Education for All
Posted 25th May 2016
“A Bill will be brought forward to lay foundations for educational excellence in all schools, giving every child the best start in life. There will also be a fairer balance between schools, through the National Funding Formula.” - The Queens Speech, 18th May 2016.
The purpose of this Bill is to:
- Spread educational excellence everywhere, so that all children and young people, regardless of location, prior attainment or background get an excellent education.
- Move towards a system where all schools are academies, and all schools are funded fairly.
- Improve outcomes for pupils who are let down, by fundamental reforms to alternative provision for excluded pupils.
- Deliver the vision that will be set out in the forthcoming Skills Plan through ambitious reform to technical education. These changes will focus on closing the major productivity gap between our economy and other leading economies.
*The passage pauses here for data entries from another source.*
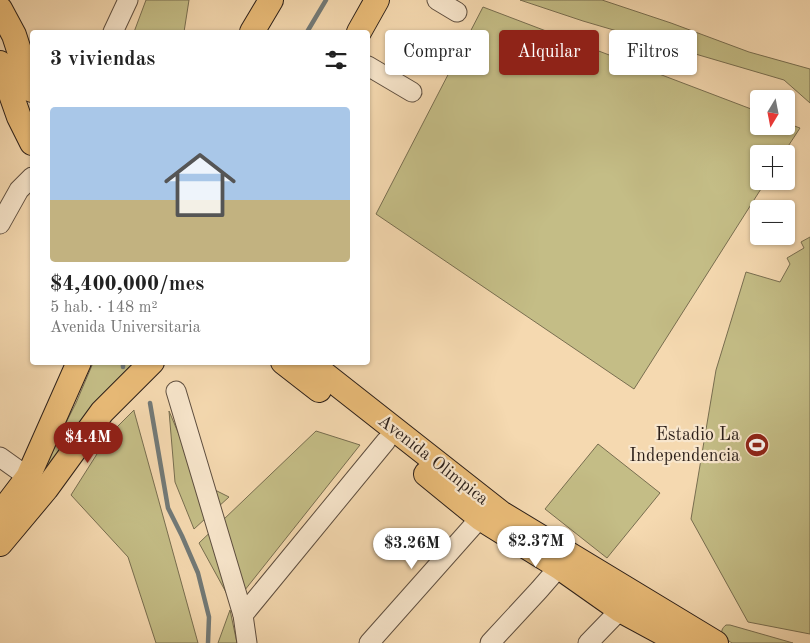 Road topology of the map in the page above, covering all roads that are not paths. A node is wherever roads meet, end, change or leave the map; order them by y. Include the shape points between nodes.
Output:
1 (128, 0) edge
2 (271, 0) edge
3 (377, 0) edge
4 (437, 0) edge
5 (0, 8) edge
6 (457, 12) dead end
7 (114, 30) edge
8 (253, 30) edge
9 (360, 30) edge
10 (0, 63) edge
11 (370, 67) edge
12 (30, 84) edge
13 (412, 92) dead end
14 (30, 140) edge
15 (30, 179) edge
16 (2, 217) edge
17 (78, 365) edge
18 (149, 365) edge
19 (287, 365) edge
20 (313, 365) edge
21 (176, 391) dead end
22 (386, 442) junction
23 (0, 457) edge
24 (28, 477) junction
25 (0, 514) edge
26 (480, 518) junction
27 (0, 544) edge
28 (559, 568) junction
29 (620, 610) junction
30 (243, 615) junction
31 (248, 643) edge
32 (369, 643) edge
33 (490, 643) edge
34 (588, 643) edge
35 (681, 643) edge
36 (716, 643) edge

1 - 7 street
2 - 8 main road
3 - 9 main road
4 - 6 street
5 - 12 main road via 14,35
10 - 14 main road
11 - 13 street
15 - 16 street
17 - 24 main road
18 - 27 main road via 102,412 46,489
19 - 22 main road, Avenida Olimpica
20 - 36 main road, Avenida Olimpica via 501,512
21 - 30 street
22 - 26 main road, Avenida Olimpica
22 - 30 street
23 - 24 street
24 - 25 main road
26 - 28 main road, Avenida Olimpica
26 - 32 street
28 - 29 main road, Avenida Olimpica
28 - 33 street
29 - 34 street
29 - 35 main road, Avenida Olimpica
30 - 31 street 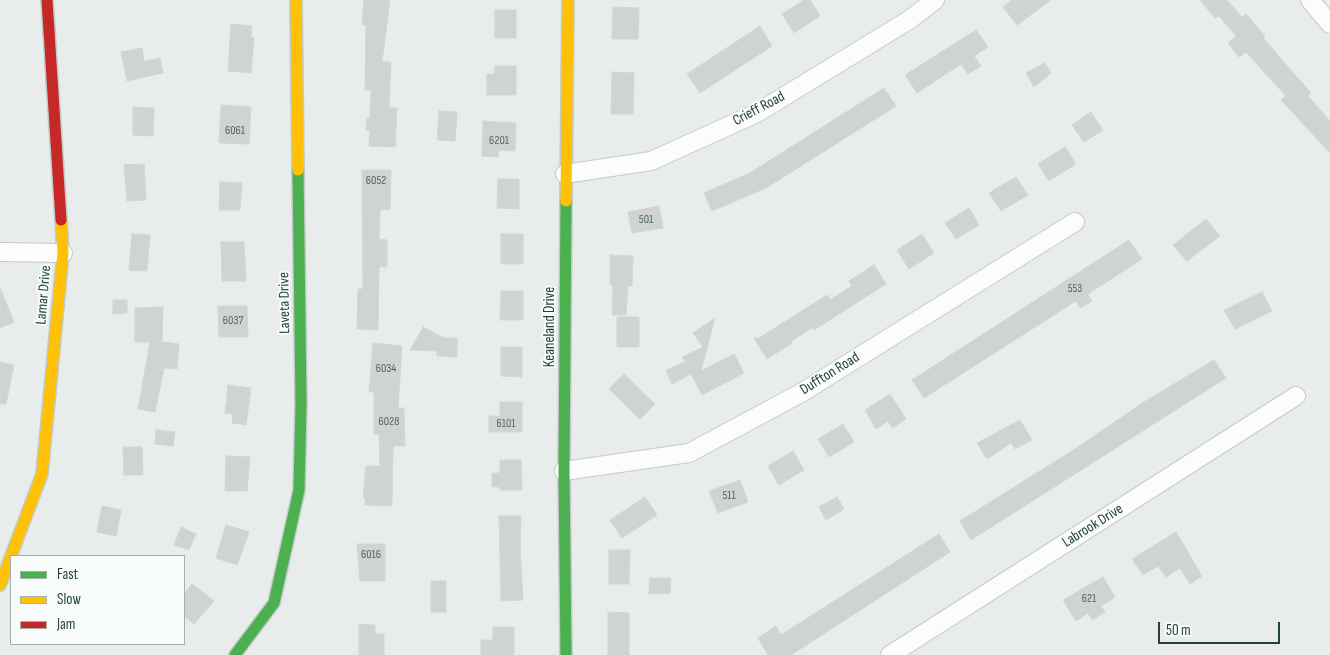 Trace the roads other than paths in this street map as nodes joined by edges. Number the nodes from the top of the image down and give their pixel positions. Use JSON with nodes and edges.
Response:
{"nodes":[{"id":1,"x":46,"y":0,"type":"edge"},
{"id":2,"x":296,"y":0,"type":"edge"},
{"id":3,"x":568,"y":0,"type":"edge"},
{"id":4,"x":935,"y":0,"type":"edge"},
{"id":5,"x":1310,"y":0,"type":"edge"},
{"id":6,"x":1330,"y":24,"type":"edge"},
{"id":7,"x":565,"y":174,"type":"junction"},
{"id":8,"x":1075,"y":222,"type":"dead end"},
{"id":9,"x":0,"y":252,"type":"edge"},
{"id":10,"x":62,"y":253,"type":"junction"},
{"id":11,"x":1296,"y":396,"type":"dead end"},
{"id":12,"x":564,"y":471,"type":"junction"},
{"id":13,"x":11,"y":555,"type":"edge"},
{"id":14,"x":10,"y":559,"type":"edge"},
{"id":15,"x":0,"y":585,"type":"edge"},
{"id":16,"x":235,"y":655,"type":"edge"},
{"id":17,"x":566,"y":655,"type":"edge"},
{"id":18,"x":890,"y":655,"type":"edge"}],
"edges":[{"from":1,"to":10,"type":"street","name":"Lamar Drive"},
{"from":2,"to":16,"type":"street","name":"Laveta Drive"},
{"from":3,"to":7,"type":"street","name":"Keaneland Drive"},
{"from":4,"to":7,"type":"street","name":"Crieff Road"},
{"from":5,"to":6,"type":"street"},
{"from":7,"to":12,"type":"street","name":"Keaneland Drive"},
{"from":8,"to":12,"type":"street","name":"Duffton Road"},
{"from":9,"to":10,"type":"street"},
{"from":10,"to":13,"type":"street","name":"Lamar Drive"},
{"from":11,"to":18,"type":"street","name":"Labrook Drive"},
{"from":12,"to":17,"type":"street","name":"Keaneland Drive"},
{"from":14,"to":15,"type":"street","name":"Lamar Drive"}]} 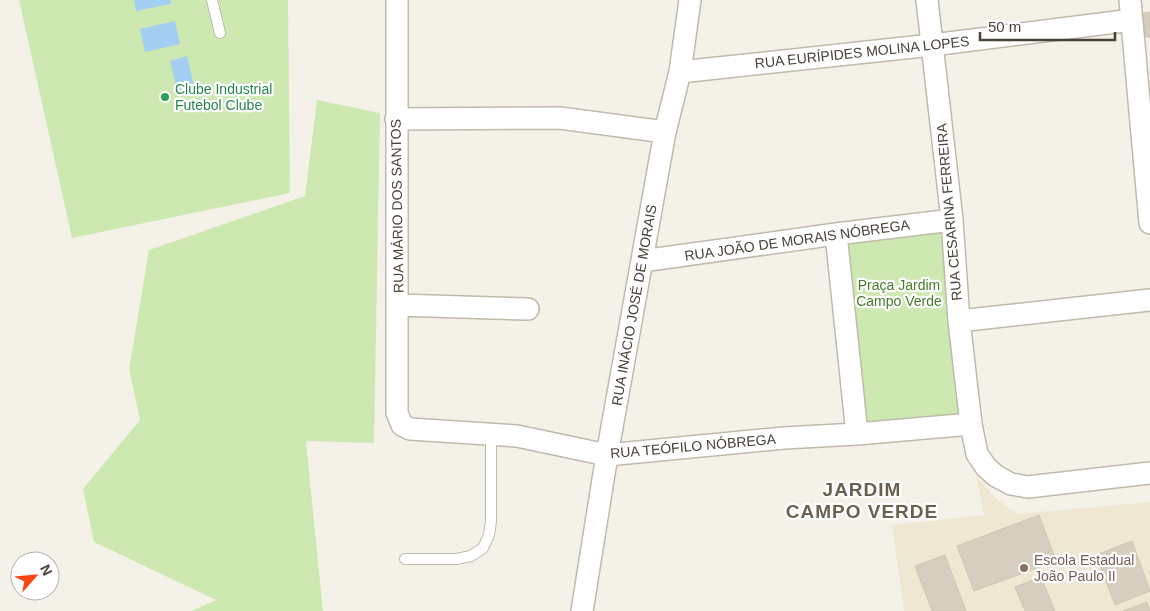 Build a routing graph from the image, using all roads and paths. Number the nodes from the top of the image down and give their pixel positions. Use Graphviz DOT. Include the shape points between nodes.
graph roads {
  1 [pos="212,0"];
  2 [pos="398,0"];
  3 [pos="690,0"];
  4 [pos="927,0"];
  5 [pos="1131,10"];
  6 [pos="220,33"];
  7 [pos="932,45"];
  8 [pos="680,72"];
  9 [pos="396,119"];
  10 [pos="665,132"];
  11 [pos="952,220"];
  12 [pos="1150,223"];
  13 [pos="836,234"];
  14 [pos="642,261"];
  15 [pos="1150,300"];
  16 [pos="398,305"];
  17 [pos="528,309"];
  18 [pos="959,321"];
  19 [pos="397,413"];
  20 [pos="971,424"];
  21 [pos="491,434"];
  22 [pos="857,434"];
  23 [pos="607,455"];
  24 [pos="1150,473"];
  25 [pos="406,559"];
  26 [pos="582,611"];
  1 -- 6 [label="lane"];
  2 -- 9 [label="street, RUA MÁRIO DOS SANTOS"];
  3 -- 8 [label="street, RUA INÁCIO JOSÉ DE MORAIS"];
  4 -- 7 [label="street, RUA CESARINA FERREIRA"];
  5 -- 7 [label="street, RUA EURÍPIDES MOLINA LOPES"];
  5 -- 12 [label="street"];
  7 -- 8 [label="street, RUA EURÍPIDES MOLINA LOPES"];
  7 -- 11 [label="street, RUA CESARINA FERREIRA"];
  8 -- 10 [label="street, RUA INÁCIO JOSÉ DE MORAIS"];
  9 -- 10 [label="street" via="560,118"];
  9 -- 16 [label="street, RUA MÁRIO DOS SANTOS"];
  10 -- 14 [label="street, RUA INÁCIO JOSÉ DE MORAIS"];
  11 -- 13 [label="street, RUA JOÃO DE MORAIS NÓBREGA"];
  11 -- 18 [label="street, RUA CESARINA FERREIRA"];
  13 -- 14 [label="street, RUA JOÃO DE MORAIS NÓBREGA"];
  13 -- 22 [label="street"];
  14 -- 23 [label="street, RUA INÁCIO JOSÉ DE MORAIS"];
  15 -- 18 [label="street"];
  16 -- 17 [label="street"];
  16 -- 19 [label="street, RUA MÁRIO DOS SANTOS"];
  18 -- 20 [label="street, RUA CESARINA FERREIRA"];
  19 -- 21 [label="street, RUA TEÓFILO NÓBREGA" via="402,424 410,429"];
  20 -- 22 [label="street, RUA TEÓFILO NÓBREGA"];
  20 -- 24 [label="street, RUA CESARINA FERREIRA" via="977,454 996,476 1011,484 1028,487"];
  21 -- 23 [label="street, RUA TEÓFILO NÓBREGA" via="517,436"];
  21 -- 25 [label="lane" via="491,521 483,548 471,556 456,559"];
  22 -- 23 [label="street, RUA TEÓFILO NÓBREGA"];
  23 -- 26 [label="street, RUA INÁCIO JOSÉ DE MORAIS"];
} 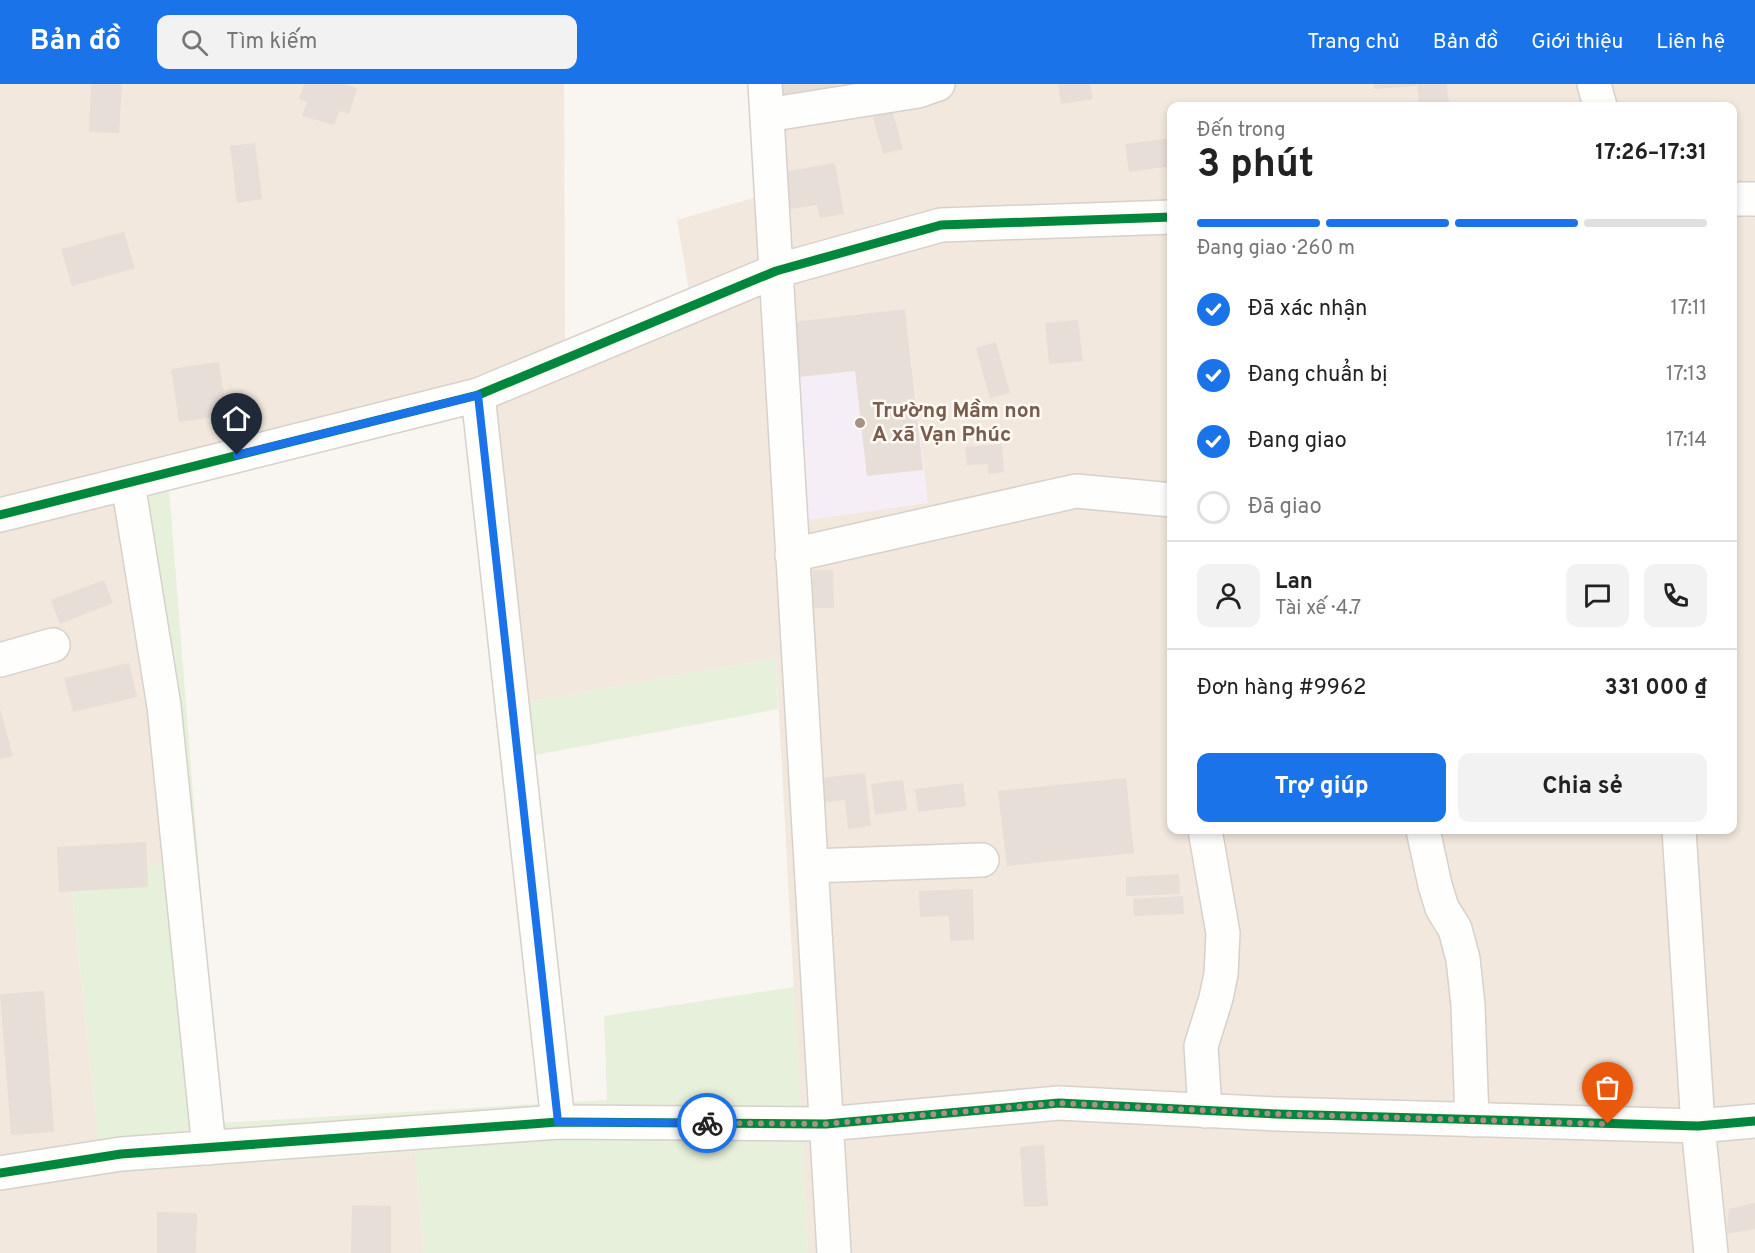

The main benefits of the Bill would be:
- Convert schools to academies in the worst performing local authorities and those that can no longer viably support their remaining schools, so that a new system led by good and outstanding schools can take their place.
- Setting the foundation for a system in which all schools are academies, putting our great school leaders in charge of running and improving schools to improve results.
- Embedding excellence for every pupil, through fundamental reforms to educating excluded children; and reforming technical education through a strong employer-led system with high quality qualifications, which support clear line of sight to skilled employment.
- Meeting the manifesto commitment to make school funding fairer, with fundamental reform to ensure that schools with the same kinds of pupils get the same funding.
The main elements of the Bill are:
A school-led system- Moving towards a system where every school is an academy through powers to convert schools to academies in under-performing and unviable local authorities.
- Making the process of becoming an academy swifter and smoother for schools and local authorities.
- Setting out a new role for local authorities, by shifting responsibility for school improvement from the LA to great headteachers and others in the school system.
- Redressing historical unfairness in school funding through a National Funding Formula which would allocate funding fairly and efficiently.
- Making schools responsible for finding the right provider for their excluded pupils, and accountable for their education.